> [DATA SUPPLIED]
--- START ---

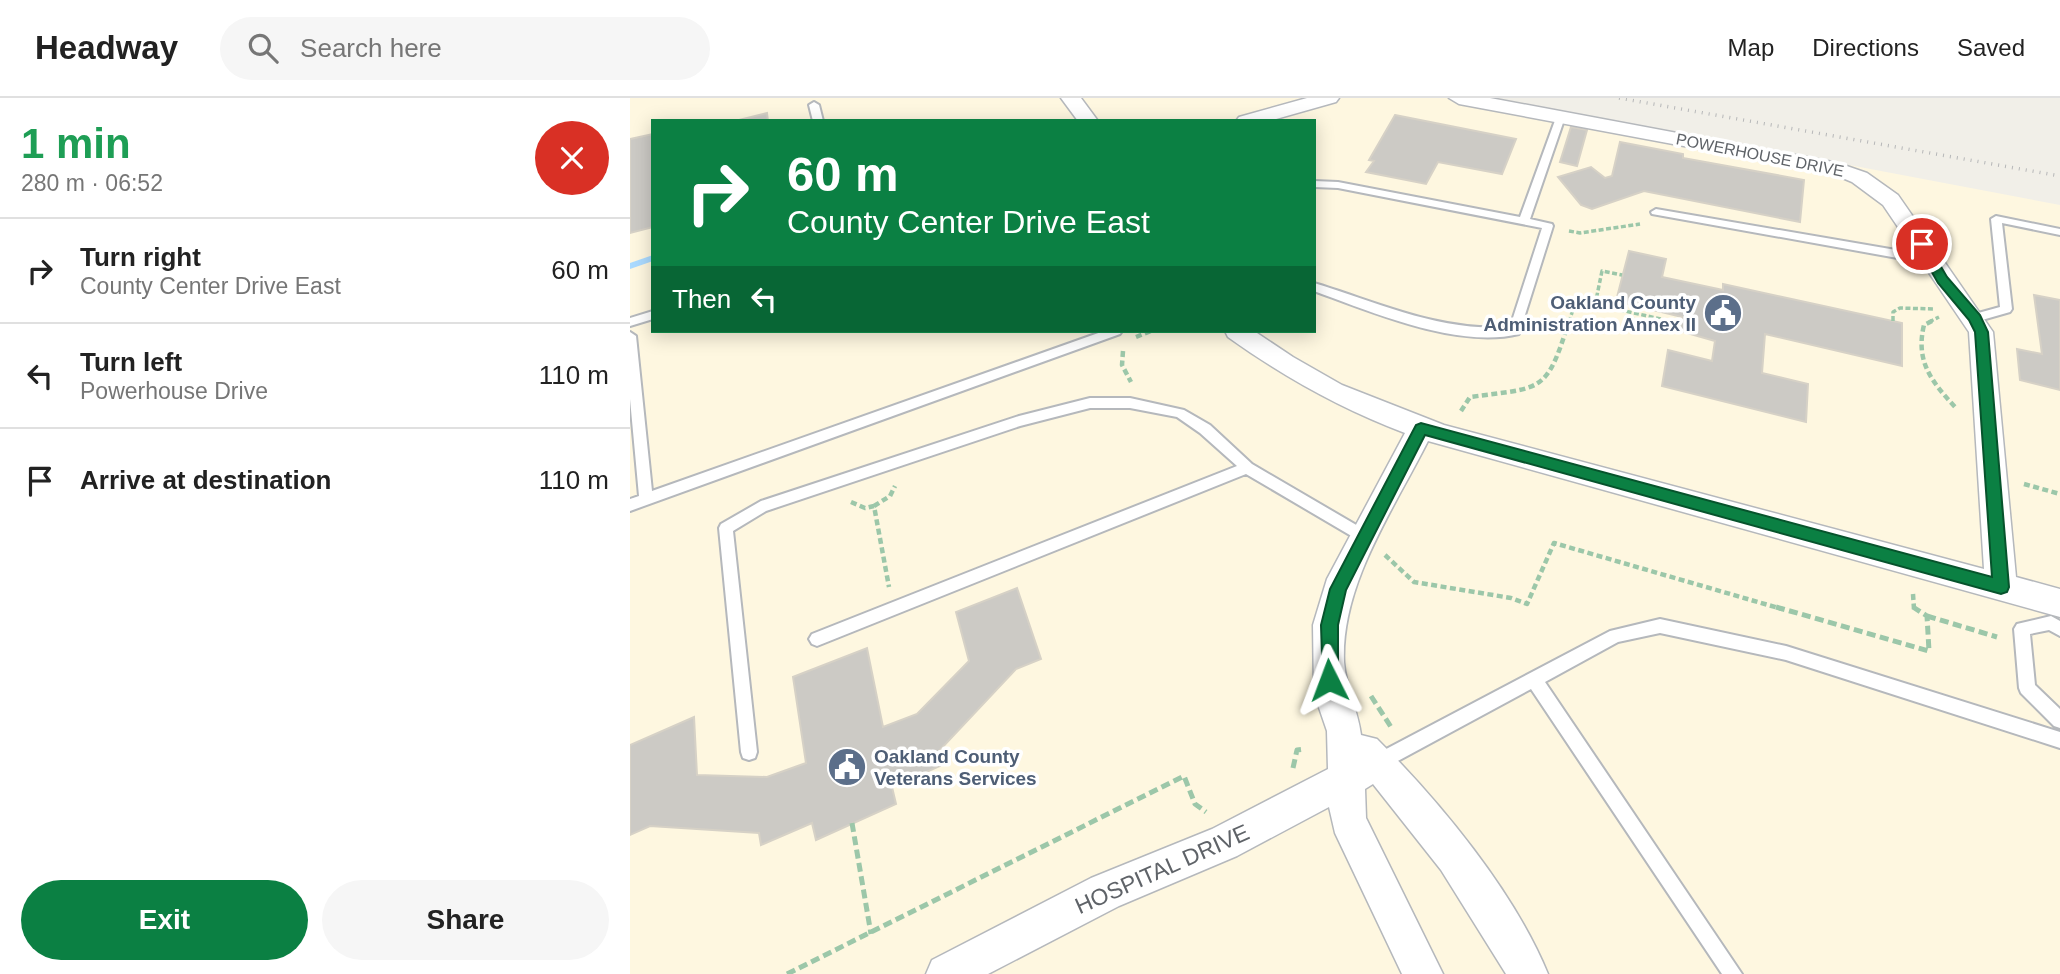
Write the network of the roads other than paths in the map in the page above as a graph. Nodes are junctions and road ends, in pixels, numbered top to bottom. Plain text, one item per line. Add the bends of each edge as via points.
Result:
1 (1071, 98) edge
2 (1329, 98) edge
3 (1459, 98) edge
4 (814, 105) dead end
5 (1560, 117) junction
6 (818, 119) edge
7 (1087, 119) edge
8 (1252, 119) edge
9 (1316, 184) edge
10 (1661, 213) road end
11 (1524, 221) junction
12 (2060, 232) edge
13 (1931, 260) junction
14 (1316, 288) edge
15 (651, 316) edge
16 (1975, 318) junction
17 (630, 322) edge
18 (1104, 333) edge
19 (1240, 333) edge
20 (630, 336) edge
21 (1421, 429) junction
22 (1247, 468) junction
23 (646, 499) junction
24 (630, 505) edge
25 (1365, 537) junction
26 (2001, 587) junction
27 (2055, 614) edge
28 (817, 639) dead end
29 (1535, 681) junction
30 (2060, 720) edge
31 (2060, 740) edge
32 (749, 752) dead end
33 (1362, 771) junction
34 (946, 974) edge
35 (1423, 974) edge
36 (1528, 974) edge
37 (1733, 974) edge

1 - 7 street
2 - 8 street
3 - 5 street, POWERHOUSE DRIVE
4 - 6 lane
5 - 11 lane
5 - 13 street, POWERHOUSE DRIVE via 1849,172 1876,186 1899,206
9 - 11 lane
10 - 13 lane
11 - 14 lane via 1548,226 1515,331 1485,335 1433,324
12 - 16 lane via 1996,219 2006,309
13 - 16 street, POWERHOUSE DRIVE
15 - 17 lane
16 - 26 street, POWERHOUSE DRIVE via 1981,332
18 - 23 lane
19 - 21 street via 1314,383
20 - 23 lane
21 - 25 street
21 - 26 street
22 - 25 lane
22 - 28 lane
22 - 32 lane via 1180,413 1130,403 1090,403 1019,421 761,507 726,528
23 - 24 lane
25 - 33 street via 1338,589 1329,625 1329,680
26 - 27 street
27 - 30 lane via 2022,629 2027,688
29 - 31 lane via 1615,636 1660,626 1786,653
29 - 33 lane
29 - 37 lane
33 - 34 street, HOSPITAL DRIVE via 1224,843 1105,892
33 - 35 street via 1348,820
33 - 36 street via 1403,788 1477,885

--- END ---

> [WHAT YOU ARE ASKED TO DO]
Write out the records word for word. Pictures stay out.

> [YOUR RESPONSE]
Write the network of the roads other than paths in the map in the page above as a graph. Nodes are junctions and road ends, in pixels, numbered top to bottom. Plain text, one item per line. Add the bends of each edge as via points.
Result:
1 (1071, 98) edge
2 (1329, 98) edge
3 (1459, 98) edge
4 (814, 105) dead end
5 (1560, 117) junction
6 (818, 119) edge
7 (1087, 119) edge
8 (1252, 119) edge
9 (1316, 184) edge
10 (1661, 213) road end
11 (1524, 221) junction
12 (2060, 232) edge
13 (1931, 260) junction
14 (1316, 288) edge
15 (651, 316) edge
16 (1975, 318) junction
17 (630, 322) edge
18 (1104, 333) edge
19 (1240, 333) edge
20 (630, 336) edge
21 (1421, 429) junction
22 (1247, 468) junction
23 (646, 499) junction
24 (630, 505) edge
25 (1365, 537) junction
26 (2001, 587) junction
27 (2055, 614) edge
28 (817, 639) dead end
29 (1535, 681) junction
30 (2060, 720) edge
31 (2060, 740) edge
32 (749, 752) dead end
33 (1362, 771) junction
34 (946, 974) edge
35 (1423, 974) edge
36 (1528, 974) edge
37 (1733, 974) edge

1 - 7 street
2 - 8 street
3 - 5 street, POWERHOUSE DRIVE
4 - 6 lane
5 - 11 lane
5 - 13 street, POWERHOUSE DRIVE via 1849,172 1876,186 1899,206
9 - 11 lane
10 - 13 lane
11 - 14 lane via 1548,226 1515,331 1485,335 1433,324
12 - 16 lane via 1996,219 2006,309
13 - 16 street, POWERHOUSE DRIVE
15 - 17 lane
16 - 26 street, POWERHOUSE DRIVE via 1981,332
18 - 23 lane
19 - 21 street via 1314,383
20 - 23 lane
21 - 25 street
21 - 26 street
22 - 25 lane
22 - 28 lane
22 - 32 lane via 1180,413 1130,403 1090,403 1019,421 761,507 726,528
23 - 24 lane
25 - 33 street via 1338,589 1329,625 1329,680
26 - 27 street
27 - 30 lane via 2022,629 2027,688
29 - 31 lane via 1615,636 1660,626 1786,653
29 - 33 lane
29 - 37 lane
33 - 34 street, HOSPITAL DRIVE via 1224,843 1105,892
33 - 35 street via 1348,820
33 - 36 street via 1403,788 1477,885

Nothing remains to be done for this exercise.